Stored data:
[Start of Attachment]
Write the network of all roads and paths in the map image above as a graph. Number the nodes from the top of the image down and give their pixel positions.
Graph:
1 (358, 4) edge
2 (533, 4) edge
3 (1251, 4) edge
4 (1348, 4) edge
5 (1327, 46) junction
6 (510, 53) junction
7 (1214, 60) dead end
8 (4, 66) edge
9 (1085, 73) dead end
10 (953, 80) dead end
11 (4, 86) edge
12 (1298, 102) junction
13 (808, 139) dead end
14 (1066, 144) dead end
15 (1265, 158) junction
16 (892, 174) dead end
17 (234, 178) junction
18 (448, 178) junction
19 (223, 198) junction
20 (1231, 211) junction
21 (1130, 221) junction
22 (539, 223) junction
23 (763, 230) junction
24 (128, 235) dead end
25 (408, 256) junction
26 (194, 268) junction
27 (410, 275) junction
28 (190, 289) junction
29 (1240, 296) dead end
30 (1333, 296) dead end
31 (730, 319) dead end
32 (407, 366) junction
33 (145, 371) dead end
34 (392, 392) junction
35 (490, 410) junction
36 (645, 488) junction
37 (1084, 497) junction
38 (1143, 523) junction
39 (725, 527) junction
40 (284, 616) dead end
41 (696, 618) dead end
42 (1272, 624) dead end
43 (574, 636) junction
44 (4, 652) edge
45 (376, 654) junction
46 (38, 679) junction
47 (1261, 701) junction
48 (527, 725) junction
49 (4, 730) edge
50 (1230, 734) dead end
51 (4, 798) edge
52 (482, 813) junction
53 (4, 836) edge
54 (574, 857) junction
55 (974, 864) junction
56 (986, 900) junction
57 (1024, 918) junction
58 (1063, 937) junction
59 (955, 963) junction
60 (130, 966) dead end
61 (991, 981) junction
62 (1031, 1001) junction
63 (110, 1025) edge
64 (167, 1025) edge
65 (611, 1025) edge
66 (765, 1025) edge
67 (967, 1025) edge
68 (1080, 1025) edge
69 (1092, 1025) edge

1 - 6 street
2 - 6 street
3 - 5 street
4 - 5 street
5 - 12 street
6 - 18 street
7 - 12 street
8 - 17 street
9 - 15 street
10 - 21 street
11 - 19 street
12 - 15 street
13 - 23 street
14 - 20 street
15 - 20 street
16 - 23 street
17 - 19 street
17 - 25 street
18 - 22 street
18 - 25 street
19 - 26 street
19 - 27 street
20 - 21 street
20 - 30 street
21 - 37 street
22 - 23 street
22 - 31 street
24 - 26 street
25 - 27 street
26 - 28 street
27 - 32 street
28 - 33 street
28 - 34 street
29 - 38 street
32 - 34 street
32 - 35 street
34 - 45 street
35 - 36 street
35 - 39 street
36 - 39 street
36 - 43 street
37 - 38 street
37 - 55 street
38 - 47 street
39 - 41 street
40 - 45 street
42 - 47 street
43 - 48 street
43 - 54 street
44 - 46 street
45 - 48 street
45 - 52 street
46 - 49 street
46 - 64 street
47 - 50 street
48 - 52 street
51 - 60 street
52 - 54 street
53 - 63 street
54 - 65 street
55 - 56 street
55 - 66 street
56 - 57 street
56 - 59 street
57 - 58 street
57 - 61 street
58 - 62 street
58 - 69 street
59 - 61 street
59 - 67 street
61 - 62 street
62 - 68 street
[End of Attachment]
→ **EXERCISE BRIEF**
Set the records above down again, exactly as they read.

→ **TASK RESULT**
Write the network of all roads and paths in the map image above as a graph. Number the nodes from the top of the image down and give their pixel positions.
Graph:
1 (358, 4) edge
2 (533, 4) edge
3 (1251, 4) edge
4 (1348, 4) edge
5 (1327, 46) junction
6 (510, 53) junction
7 (1214, 60) dead end
8 (4, 66) edge
9 (1085, 73) dead end
10 (953, 80) dead end
11 (4, 86) edge
12 (1298, 102) junction
13 (808, 139) dead end
14 (1066, 144) dead end
15 (1265, 158) junction
16 (892, 174) dead end
17 (234, 178) junction
18 (448, 178) junction
19 (223, 198) junction
20 (1231, 211) junction
21 (1130, 221) junction
22 (539, 223) junction
23 (763, 230) junction
24 (128, 235) dead end
25 (408, 256) junction
26 (194, 268) junction
27 (410, 275) junction
28 (190, 289) junction
29 (1240, 296) dead end
30 (1333, 296) dead end
31 (730, 319) dead end
32 (407, 366) junction
33 (145, 371) dead end
34 (392, 392) junction
35 (490, 410) junction
36 (645, 488) junction
37 (1084, 497) junction
38 (1143, 523) junction
39 (725, 527) junction
40 (284, 616) dead end
41 (696, 618) dead end
42 (1272, 624) dead end
43 (574, 636) junction
44 (4, 652) edge
45 (376, 654) junction
46 (38, 679) junction
47 (1261, 701) junction
48 (527, 725) junction
49 (4, 730) edge
50 (1230, 734) dead end
51 (4, 798) edge
52 (482, 813) junction
53 (4, 836) edge
54 (574, 857) junction
55 (974, 864) junction
56 (986, 900) junction
57 (1024, 918) junction
58 (1063, 937) junction
59 (955, 963) junction
60 (130, 966) dead end
61 (991, 981) junction
62 (1031, 1001) junction
63 (110, 1025) edge
64 (167, 1025) edge
65 (611, 1025) edge
66 (765, 1025) edge
67 (967, 1025) edge
68 (1080, 1025) edge
69 (1092, 1025) edge

1 - 6 street
2 - 6 street
3 - 5 street
4 - 5 street
5 - 12 street
6 - 18 street
7 - 12 street
8 - 17 street
9 - 15 street
10 - 21 street
11 - 19 street
12 - 15 street
13 - 23 street
14 - 20 street
15 - 20 street
16 - 23 street
17 - 19 street
17 - 25 street
18 - 22 street
18 - 25 street
19 - 26 street
19 - 27 street
20 - 21 street
20 - 30 street
21 - 37 street
22 - 23 street
22 - 31 street
24 - 26 street
25 - 27 street
26 - 28 street
27 - 32 street
28 - 33 street
28 - 34 street
29 - 38 street
32 - 34 street
32 - 35 street
34 - 45 street
35 - 36 street
35 - 39 street
36 - 39 street
36 - 43 street
37 - 38 street
37 - 55 street
38 - 47 street
39 - 41 street
40 - 45 street
42 - 47 street
43 - 48 street
43 - 54 street
44 - 46 street
45 - 48 street
45 - 52 street
46 - 49 street
46 - 64 street
47 - 50 street
48 - 52 street
51 - 60 street
52 - 54 street
53 - 63 street
54 - 65 street
55 - 56 street
55 - 66 street
56 - 57 street
56 - 59 street
57 - 58 street
57 - 61 street
58 - 62 street
58 - 69 street
59 - 61 street
59 - 67 street
61 - 62 street
62 - 68 street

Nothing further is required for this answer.